Previously on Beaverprise…
Driver: Err…You need a lift?
Michelle: Yeah, I don’t know where I’m going but I’m sure you can take me there!
Michelle gets in the car.
Alex: Ha! No wait…The ship must have been attacked…
Captain: And destroyed! Noooooooooooooooooo! My beloved pride and joy, the essence of my manhood!
Boba Muffett: I did, you bastard! Don’t make this any harder on me! Let’s head back to my secret hideout, where I can mourn in my privacy.
B6B: So when are we going then?
Kif: He should be alright to go in about 20 minutes I should think.
Paul: And what are we supposed to do for 20 minutes?
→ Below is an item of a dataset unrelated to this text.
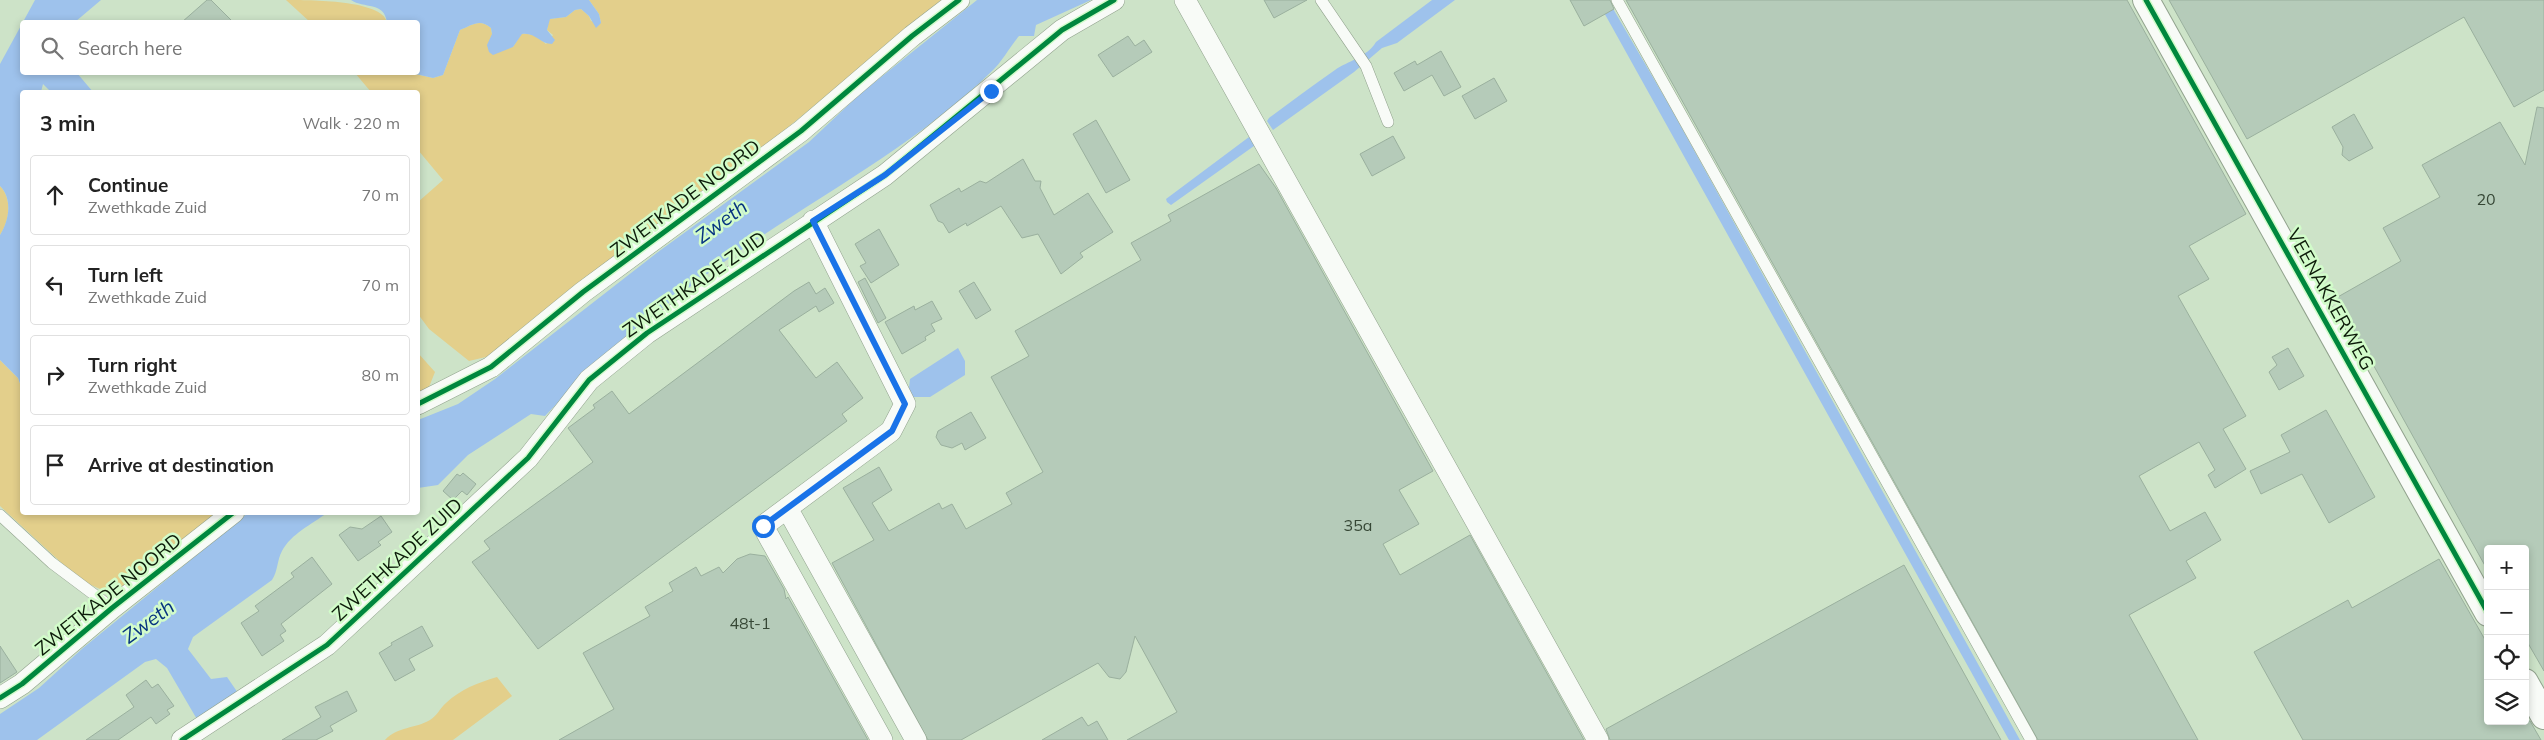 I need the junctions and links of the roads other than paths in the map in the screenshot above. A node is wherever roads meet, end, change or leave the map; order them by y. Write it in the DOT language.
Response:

Reminisce about past adventures? How poor and how much of an obvious time filler would that be?
Bones: I shall set the co-ordinates to Yarnellia, where I shall attend my course in the art of seduction. I mean…medication!
Michelle: Let’s go!
Jack Beaver, Jr: So who blew up the ship then? I thought I’d better ask seeing as nobody else has even mentioned it!
Alex: Well I can only presume that Andrew did, seeing as he’s the only one who doesn’t have an alibi.
The Door Suddenly Swings Open…
Alex: My God…its You!
The following takes place between 1pm and 2pm, 2 months later…I mean, on the exact same day.
13:00:00
Captain: Well yeah, who did you expect?
Alex: Maybe some forgotten foe from my dark twisted past.
Captain: Yes, its me! Justin!
Alex: So we haven’t done this for a while!
Jack Beaver, Jr: Done what?
Alex: Jack who?
Captain: Shhh…You fool! It’s two minutes after the last hour, not two months! No one must notice!
Incoming Transmission: We have just received word from Earth that a nuclear bomb has gone off in Los Angeles, there were no survivors. End transmission.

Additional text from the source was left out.